Review by Karl Verhoven
Juliette is first seen taking the train from Paris back to her far smaller home town. She’s staying with her father who’s emotionally distant, and from there Camille Jourdy gradually builds a suburbia encompassing both forgotten past and essential present. At the start it seems a soap opera following multiple characters, but they eventually connect in cleverly conceived ways, not least because Jourdy explores lives and concerns while delivering consistently naturalistic conversations. These are the disagreements and daily shorthand, with translator Aleshia Jensen deserving credit for their English realism, but Jourdy has a deeper agenda.
Observation is Jourdy’s stock in trade. It’s apparent in every small, perfectly formed panel, whether it depicts an emotional response during conversation or the details common to every town, down to the design of bus shelters and garden fence variations.
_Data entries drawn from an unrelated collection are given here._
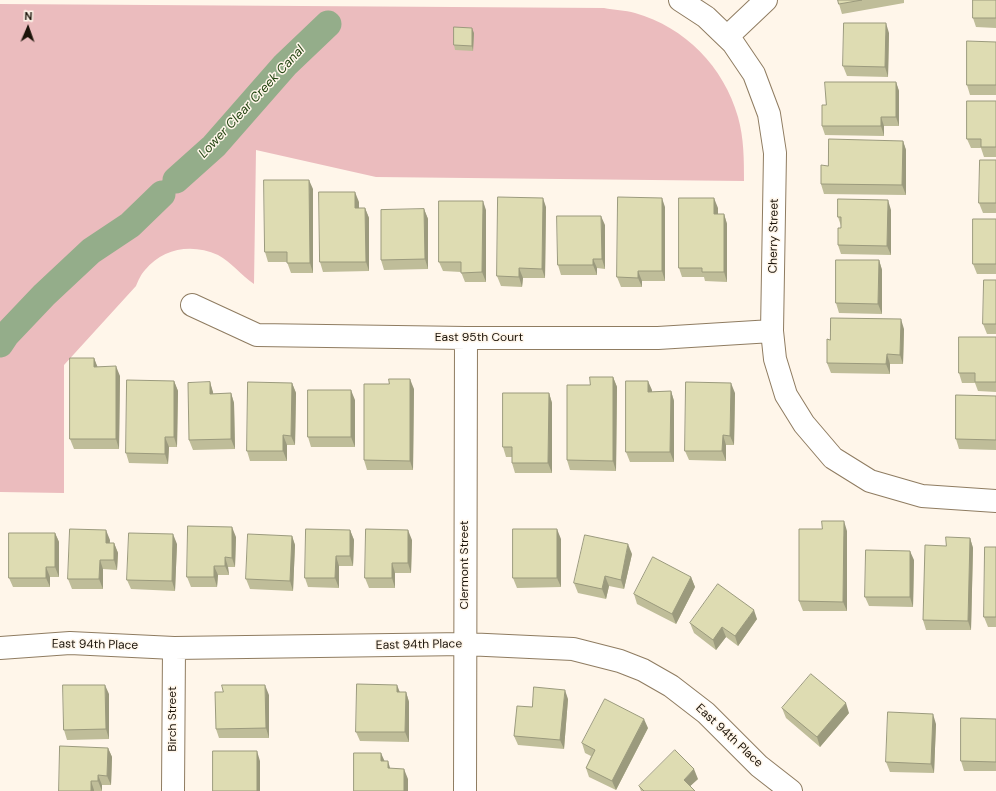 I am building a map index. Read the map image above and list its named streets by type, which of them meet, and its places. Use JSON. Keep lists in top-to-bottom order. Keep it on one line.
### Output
{"streets":{"street":["Cherry Street","East 95th Court","Clermont Street","East 94th Place","Birch Street"]},"crossings":[["Cherry Street","East 95th Court"],["East 95th Court","Clermont Street"],["Clermont Street","East 94th Place"],["East 94th Place","Birch Street"]],"water":["Lower Clear Creek Canal"],"north":"top"} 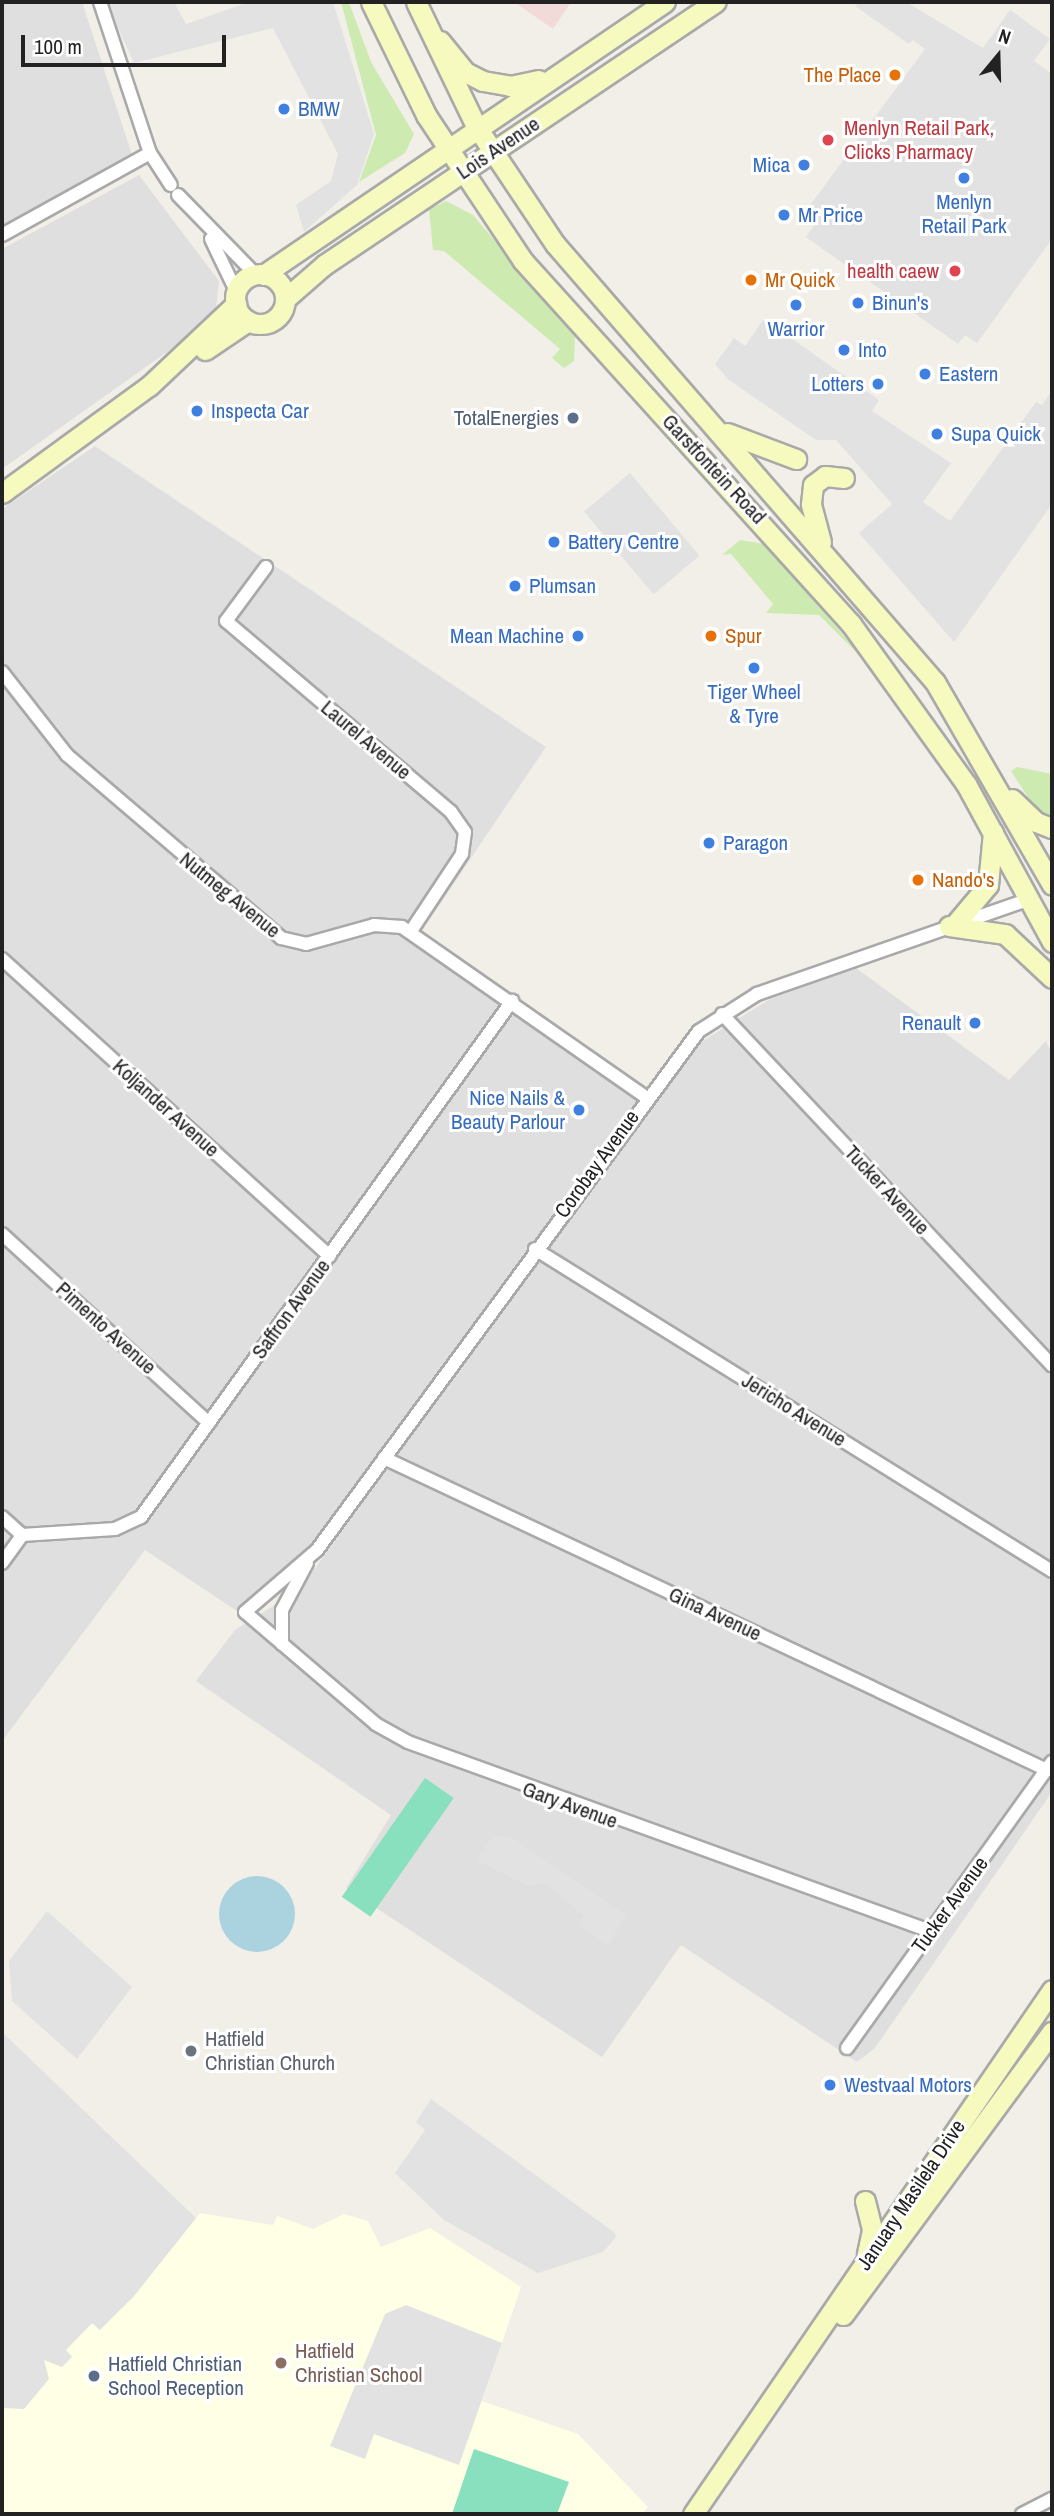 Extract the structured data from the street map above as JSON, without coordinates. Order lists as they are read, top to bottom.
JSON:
{
  "streets": {
    "main road": [
      "Lois Avenue",
      "Garstfontein Road",
      "Corobay Avenue",
      "January Masilela Drive"
    ],
    "street": [
      "Laurel Avenue",
      "Nutmeg Avenue",
      "Koljander Avenue",
      "Tucker Avenue",
      "Saffron Avenue",
      "Pimento Avenue",
      "Jericho Avenue",
      "Gina Avenue",
      "Gary Avenue"
    ]
  },
  "crossings": [
    ["Lois Avenue", "Garstfontein Road"],
    ["Garstfontein Road", "Corobay Avenue"],
    ["Laurel Avenue", "Nutmeg Avenue"],
    ["Nutmeg Avenue", "Corobay Avenue"],
    ["Nutmeg Avenue", "Saffron Avenue"],
    ["Koljander Avenue", "Saffron Avenue"],
    ["Corobay Avenue", "Tucker Avenue"],
    ["Corobay Avenue", "Jericho Avenue"],
    ["Corobay Avenue", "Gina Avenue"],
    ["Corobay Avenue", "Gary Avenue"],
    ["Tucker Avenue", "Gina Avenue"],
    ["Tucker Avenue", "Gary Avenue"],
    ["Saffron Avenue", "Pimento Avenue"]
  ],
  "places": [
    "The Place",
    "BMW",
    "Menlyn Retail Park, Clicks Pharmacy",
    "Mica",
    "Menlyn Retail Park",
    "Mr Price",
    "health caew",
    "Mr Quick",
    "Binun's",
    "Warrior",
    "Into",
    "Eastern",
    "Lotters",
    "Inspecta Car",
    "TotalEnergies",
    "Supa Quick",
    "Battery Centre",
    "Plumsan",
    "Mean Machine",
    "Spur",
    "Tiger Wheel & Tyre",
    "Paragon",
    "Nando's",
    "Renault",
    "Nice Nails & Beauty Parlour",
    "Hatfield Christian Church",
    "Westvaal Motors",
    "Hatfield Christian School",
    "Hatfield Christian School Reception"
  ],
  "scale_bar": "100 m",
  "north": "top"
} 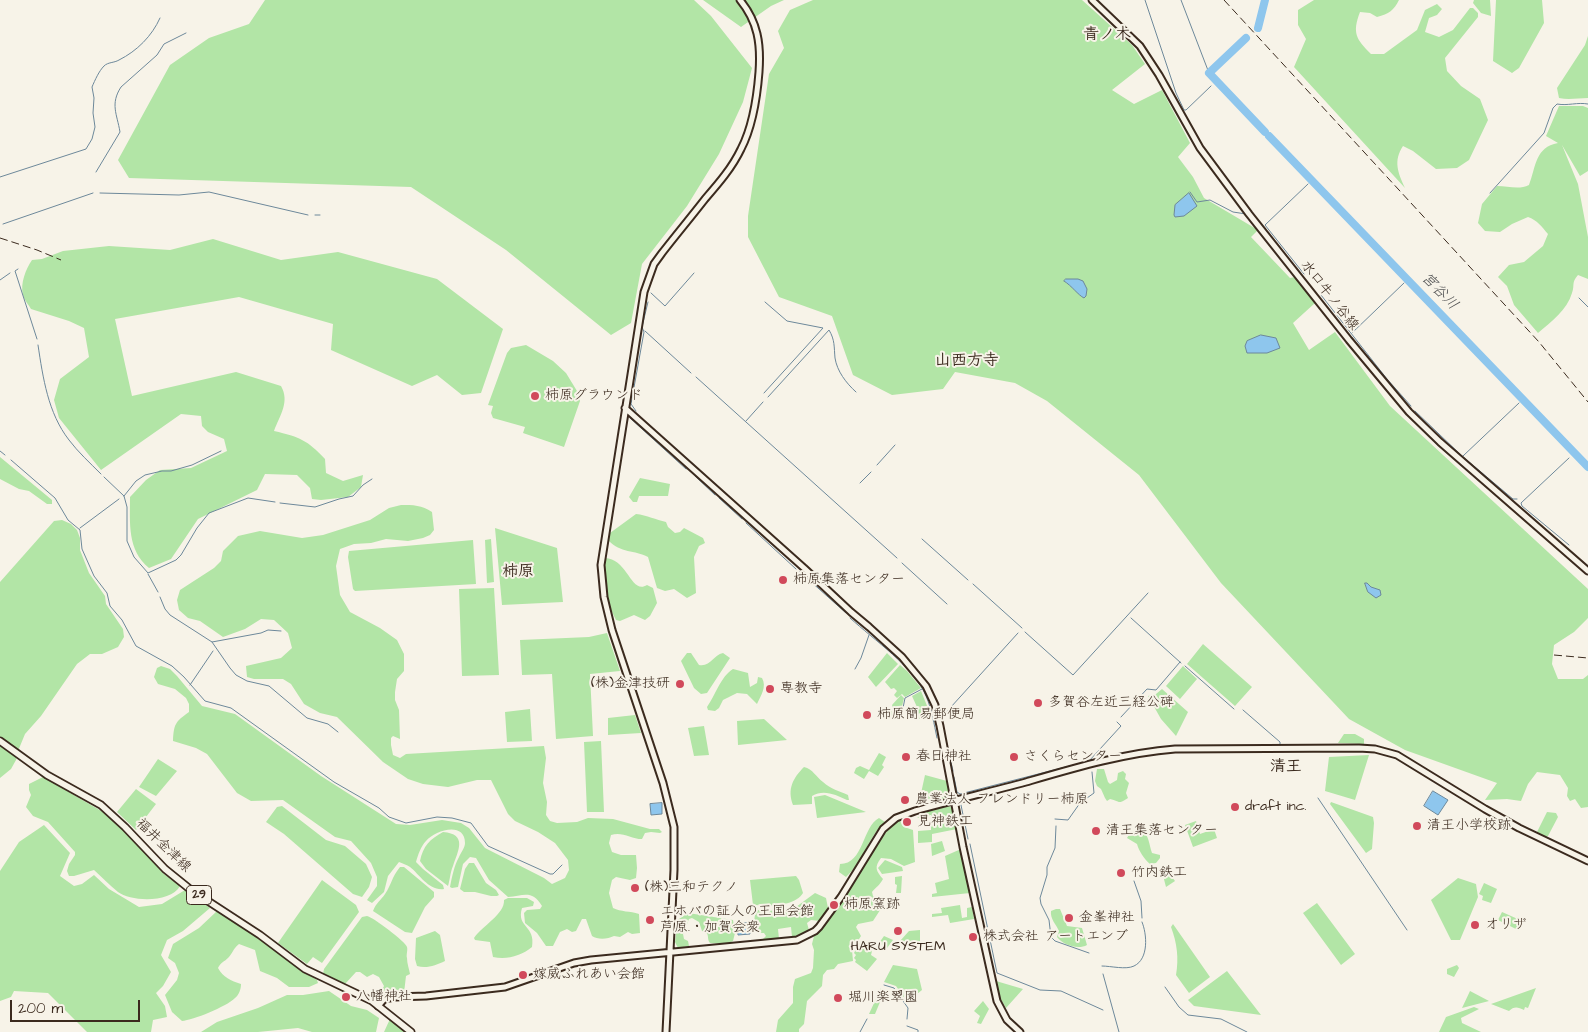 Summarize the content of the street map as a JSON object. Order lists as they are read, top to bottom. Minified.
{"streets":{"main road":["福井金津線","29"],"street":["水口牛ノ谷線"]},"districts":["青ノ木","山西方寺","柿原","清王"],"water":["宮谷川"],"places":["柿原グラウンド","柿原集落センター","(株)金津技研","専教寺","多賀谷左近三経公碑","柿原簡易郵便局","春日神社","さくらセンター","農業法人 フレンドリー柿原","draft inc.","見神鉄工","清王小学校跡","清王集落センター","竹内鉄工","(株)三和テクノ","柿原窯跡","金峯神社","エホバの証人の王国会館 芦原.・加賀会衆","オリザ","HARU SYSTEM","株式会社 アートエンブ","嫁威ふれあい会館","八幡神社","堀川楽翠園"],"scale_bar":"200 m"} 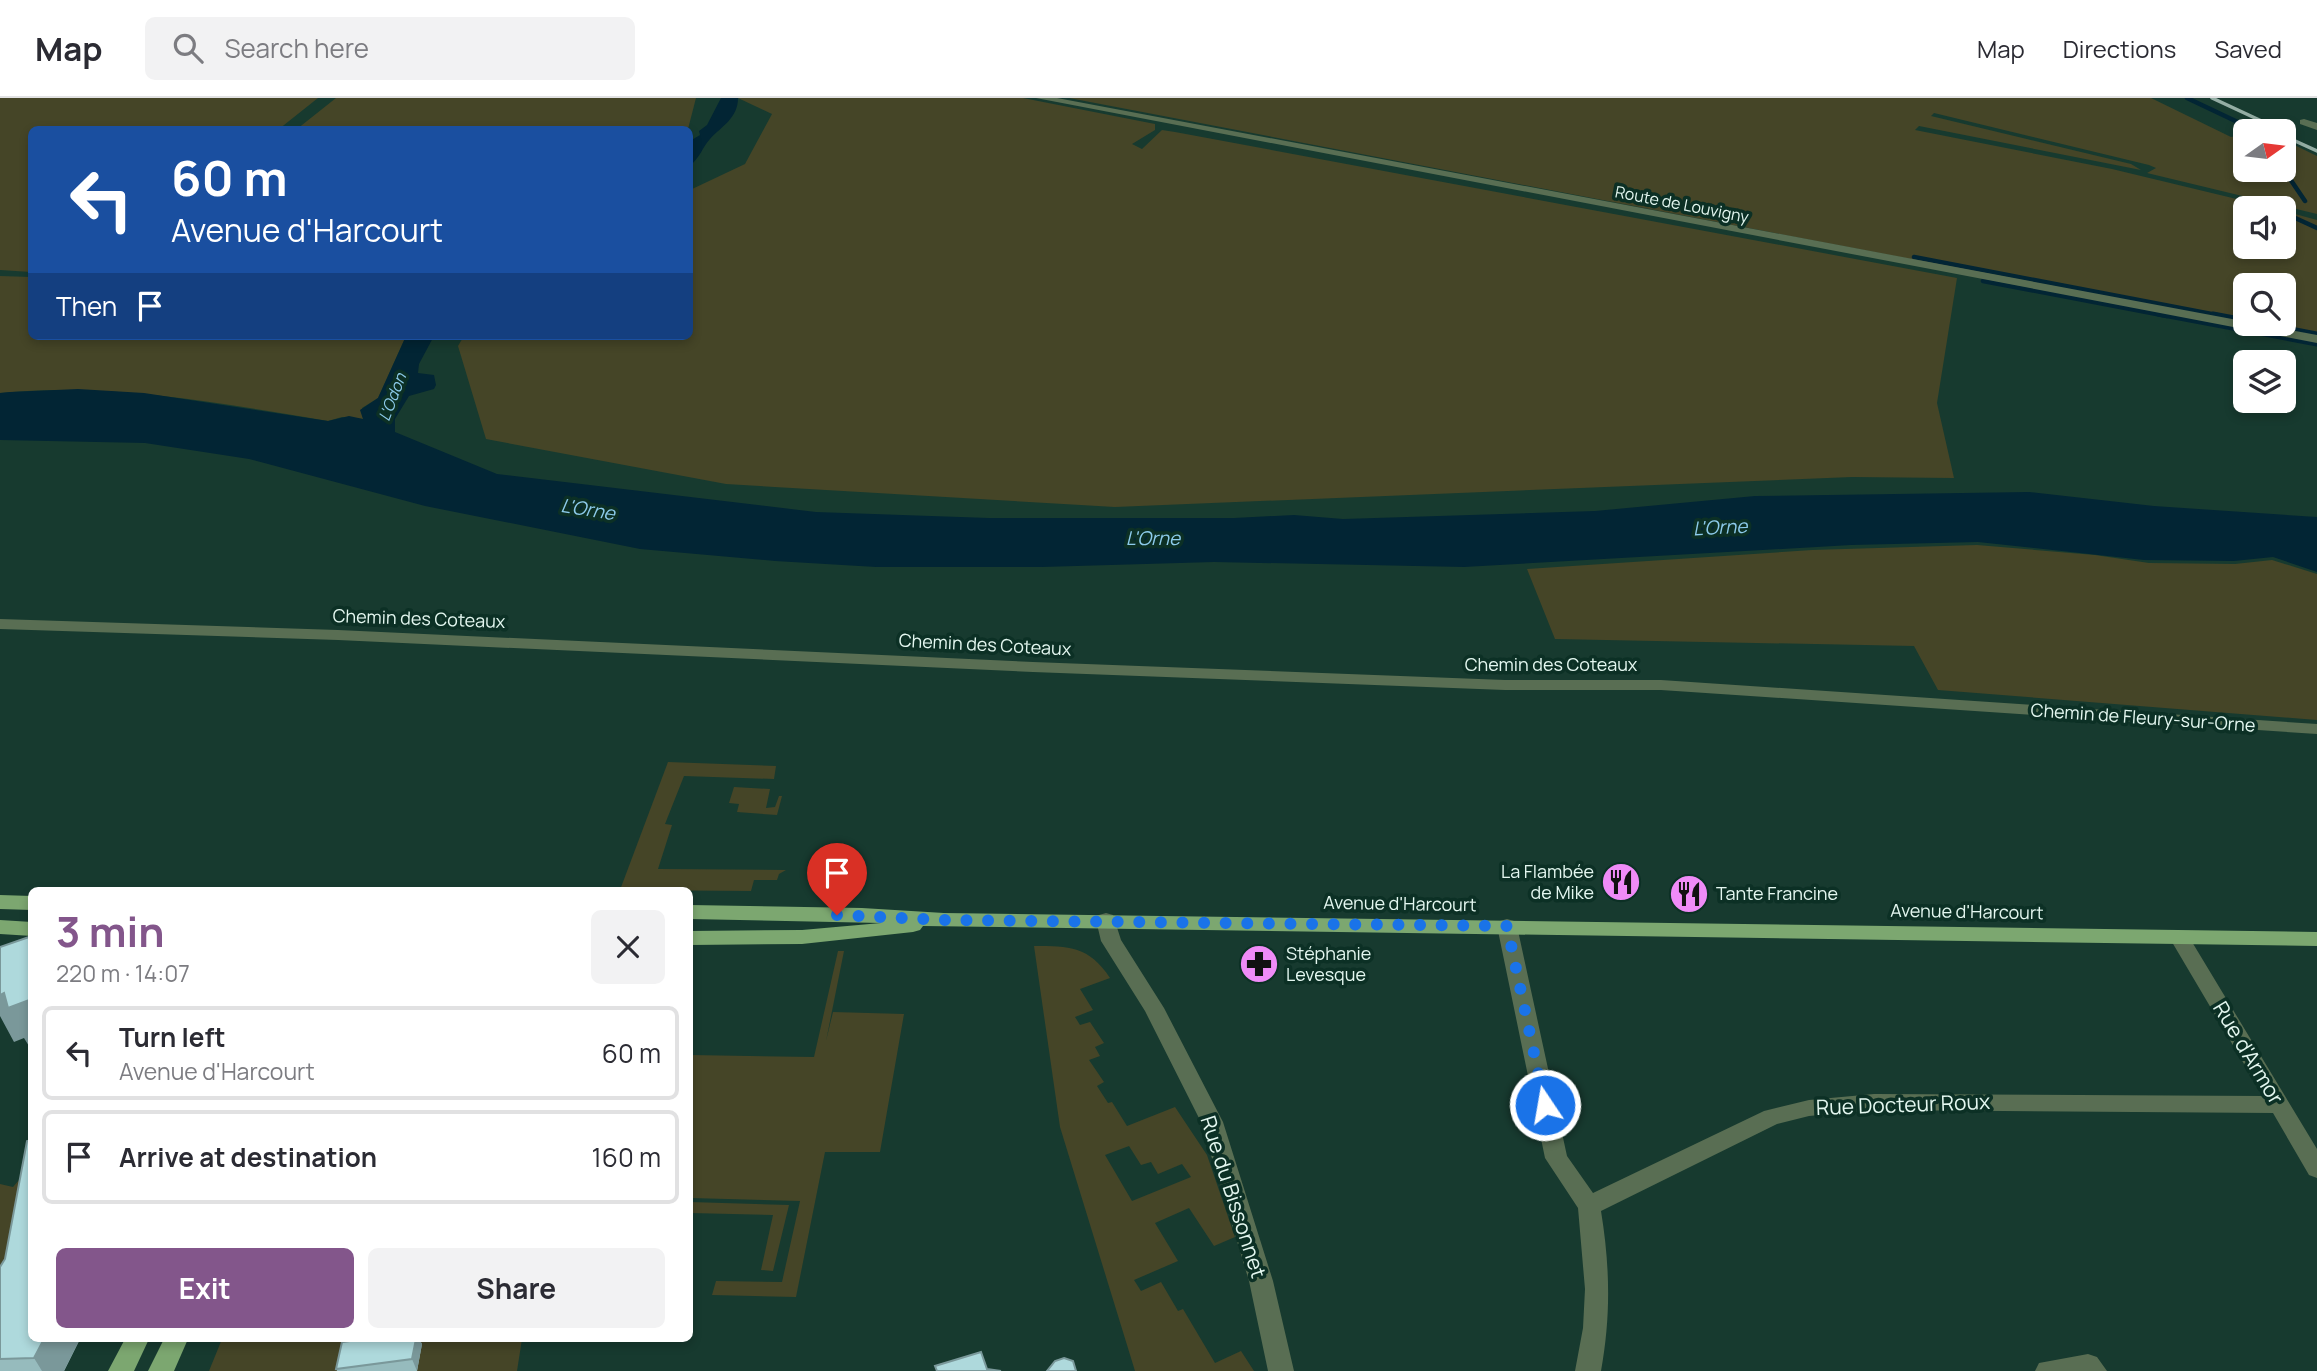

The observation extends to the story, be it the playful scenario of Juliette’s sister meeting her lover dressed as a rabbit – he runs a costume shop – or the pointed remarks with which family members stab at each other. While others can be full on in proclaiming their opinions, Juliette keeps much buried within, only occasionally offering her thoughts, usually when caught off guard. “Everything feels different”, she explains, “like there’s this curtain of fog between me and reality”. And is she a hypochondriac or possibly depressive?
Most of Juliette is produced in delicate linework for small panels, Jourdy’s people not far removed from those drawn by Posy Simmonds, but scenes can be punctuated by watercolour paintings. These are equally detailed, and resemble a slightly restrained Beryl Cook illustrating moments from the works of Alan Bennett.
Jourdy never names Juliette’s home town, bestowing a universal experience, and she ensures readers become so caught up in the family dynamics that the core story slips in stealthily and unobtrusively. Juliette’s interactions with family often become stressful, and she finds herself spending more time with the eccentric Georges, who rents part of what used to be her family home. His is a shambolic life with too much time spent at the pub, but he listens to Juliette and Jourdy subtly manipulates readers into investing the desire that something comes of their time spent together. She also has a bombshell to drop, one that explains much about the family being dysfunctional, yet smart writing ensures that’s not actually the crisis point, arrived at through a farcical situation arising from Juliette’s sister’s extra-marital activities.
Jourdy has published around a dozen graphic novels in France and based on the smart sensitivity of Juliette, it’s astonishing her work hasn’t been available in English before now, but perhaps hers has been a career building toward this. For all the charm, it’s also clear throughout that Jourdy’s not greatly sentimental. A couple of shocking moments derive from that, and it ensures suspense is ingrained until the final pages. Juliette is rich, dense, and melancholic with enormous attention paid to detail in all its forms. It’s a graphic novel to treasure and to re-read.